Celle-ci avait alors été designée par les ministres de l’Ecologie et de l’Industrie pour recevoir 62 éoliennes de 205 mètres de haut, au nez et à la barbe de la société concurrente Éolien maritime France, pourtant choisie par la Commission de régulation de l’énergie. Le comité des pêches des Côtes-d’Armor, denouncing en outre aux côtes de lNGO Sea Shepherd does not « rejet de polluante substance » et al« atteinte à la conservation des species animales non domestiques »avait ainsi saisi en août 2021 le Parquet national financier pour « recel de favoritisme ». Une enquête a depuis été été ouverte, sachant que l’attribution de ce marché public à Ailes marines a déjà été jugée « irregular » par le Conseil d’État, en 2019. Alors que la mise en service du projet était prévété pour 2023, le chantier a donc pris du retard.

Ainsi, à l’heure où Iberdrola s’avère en outre candidate à un projet d’éoliennes flottantes dans le south de la Bretagne, Splan ! a desired lever le voile sur ce « qui se cache derrière la communication de [cette] enterprise » qui se targue d’avoir « l’engagement éthique et le respect de l’environnement » pour « fundamental principles ». Ses journalistes ont ainsi enquêté sur « several emblematic projects “d’énergie verte” » menés par la multinationale au Mexique et au Brésil. They carried out interviews and searched the existing documentation « travaux publiés par des journalistes locales, à leurs risques et périls ». Ils évocent ainsi des « accusations of human rights violations »one « hécatombe d’oiseaux migrateurs »des « poissons morts » et même des « activists craignant pour leur vie » dans ces deux pays

Le port de pêche d’Erquy, dans les Côtes-d’Armor. © Hortense Chauvin/Reporter

Au Mexique, Splan ! a par example travailable sur les deux grands parcs éoliens terrestres d’Iberdrola encerclant la commune de La Venta, près de l’isthme de Tehuantepec. En service depuis 2007 et 2012, ces deux parcs would have many harmful effects for the inhabitants of the area, but also for the animals: the Banque mondiale évoque ainsi le fait qu’en 2011 « neuf mille neuf cents oiseaux et chauves-souris would be morts par collision avec les éoliennes » de l’un des deux parcs. Dec « fuites d’huile » et une « hydrographie bouleversée » sont en outre évoquées. Les peuples indigènes, eux, denonçaient en 2011 des « unbalanced and illegal contracts » with Iberdrola (et EDF) ou encore des « dommages permanents causés à leurs terres qu’ils attribuent à l’activité des éoliennes ». Contactée à ce propos par Splan !Iberdrola n’a pas donné suite.
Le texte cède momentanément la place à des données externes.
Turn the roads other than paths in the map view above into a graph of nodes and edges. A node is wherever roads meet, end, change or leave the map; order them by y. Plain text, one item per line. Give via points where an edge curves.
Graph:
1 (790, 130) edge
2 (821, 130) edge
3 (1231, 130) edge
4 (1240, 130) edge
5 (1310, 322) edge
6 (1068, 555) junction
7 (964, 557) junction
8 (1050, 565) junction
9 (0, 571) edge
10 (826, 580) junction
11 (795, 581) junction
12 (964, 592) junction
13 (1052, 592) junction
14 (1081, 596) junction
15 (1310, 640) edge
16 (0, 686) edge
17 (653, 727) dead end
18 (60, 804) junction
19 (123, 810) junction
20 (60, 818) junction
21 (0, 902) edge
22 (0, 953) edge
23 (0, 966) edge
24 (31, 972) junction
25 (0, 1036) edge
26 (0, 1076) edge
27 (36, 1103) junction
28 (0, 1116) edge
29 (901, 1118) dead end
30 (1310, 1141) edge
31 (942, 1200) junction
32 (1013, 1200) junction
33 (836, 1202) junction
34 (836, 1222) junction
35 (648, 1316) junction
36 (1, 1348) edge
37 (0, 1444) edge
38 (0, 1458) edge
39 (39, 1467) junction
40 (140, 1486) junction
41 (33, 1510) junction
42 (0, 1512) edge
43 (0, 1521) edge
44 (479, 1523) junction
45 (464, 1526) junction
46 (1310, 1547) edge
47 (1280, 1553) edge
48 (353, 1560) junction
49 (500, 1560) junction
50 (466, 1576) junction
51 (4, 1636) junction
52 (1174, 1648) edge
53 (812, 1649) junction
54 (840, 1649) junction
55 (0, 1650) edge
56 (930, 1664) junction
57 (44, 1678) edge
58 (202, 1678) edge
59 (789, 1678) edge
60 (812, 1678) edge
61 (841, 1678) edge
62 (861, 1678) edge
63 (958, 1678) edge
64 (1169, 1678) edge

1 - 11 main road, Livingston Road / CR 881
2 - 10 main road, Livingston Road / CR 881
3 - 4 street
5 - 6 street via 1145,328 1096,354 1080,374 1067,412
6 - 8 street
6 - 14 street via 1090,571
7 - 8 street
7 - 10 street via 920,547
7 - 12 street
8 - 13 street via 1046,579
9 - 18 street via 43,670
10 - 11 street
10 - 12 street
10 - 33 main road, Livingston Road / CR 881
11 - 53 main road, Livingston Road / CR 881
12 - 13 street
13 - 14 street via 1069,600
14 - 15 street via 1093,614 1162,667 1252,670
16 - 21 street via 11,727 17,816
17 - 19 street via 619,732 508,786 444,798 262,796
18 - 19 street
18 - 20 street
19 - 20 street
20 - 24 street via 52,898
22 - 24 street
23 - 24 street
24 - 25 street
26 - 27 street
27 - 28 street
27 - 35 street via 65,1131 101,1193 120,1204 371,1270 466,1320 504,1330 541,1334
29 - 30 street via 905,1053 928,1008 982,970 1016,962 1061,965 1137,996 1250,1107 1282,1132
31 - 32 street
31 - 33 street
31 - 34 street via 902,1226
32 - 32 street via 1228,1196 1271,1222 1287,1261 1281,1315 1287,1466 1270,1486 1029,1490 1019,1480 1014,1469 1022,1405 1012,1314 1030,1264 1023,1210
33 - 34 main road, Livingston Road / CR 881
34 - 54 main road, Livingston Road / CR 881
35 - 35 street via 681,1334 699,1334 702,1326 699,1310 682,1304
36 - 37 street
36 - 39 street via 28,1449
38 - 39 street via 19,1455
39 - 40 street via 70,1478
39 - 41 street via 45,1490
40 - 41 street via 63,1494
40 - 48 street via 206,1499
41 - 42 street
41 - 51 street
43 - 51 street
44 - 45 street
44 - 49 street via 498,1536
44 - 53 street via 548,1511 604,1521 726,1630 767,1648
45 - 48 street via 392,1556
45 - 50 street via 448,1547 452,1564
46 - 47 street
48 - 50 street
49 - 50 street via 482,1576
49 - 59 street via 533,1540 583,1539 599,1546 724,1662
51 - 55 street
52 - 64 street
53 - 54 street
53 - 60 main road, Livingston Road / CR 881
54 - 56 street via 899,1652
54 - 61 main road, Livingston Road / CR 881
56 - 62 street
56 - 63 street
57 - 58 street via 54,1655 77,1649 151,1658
Au Brésil, les journalistes ont enquêté sur trois barrages hydroélectriques dont Iberdrola est coactionnaire ou coconstructeur et cogestionnaire. « Problems concerning environmental licenses », « Problems d’alimentation et d’accès à l’eau potable pour les autochtones » ou encore « répressions des oppositions » etc « perte de biodiversité et pollution des eaux » sont pêle-mêle évoqués concernant ces differents projets. Des révélations (for the most part commented by Iberdrola) à lire dans leur integralité sur le site de Splan !.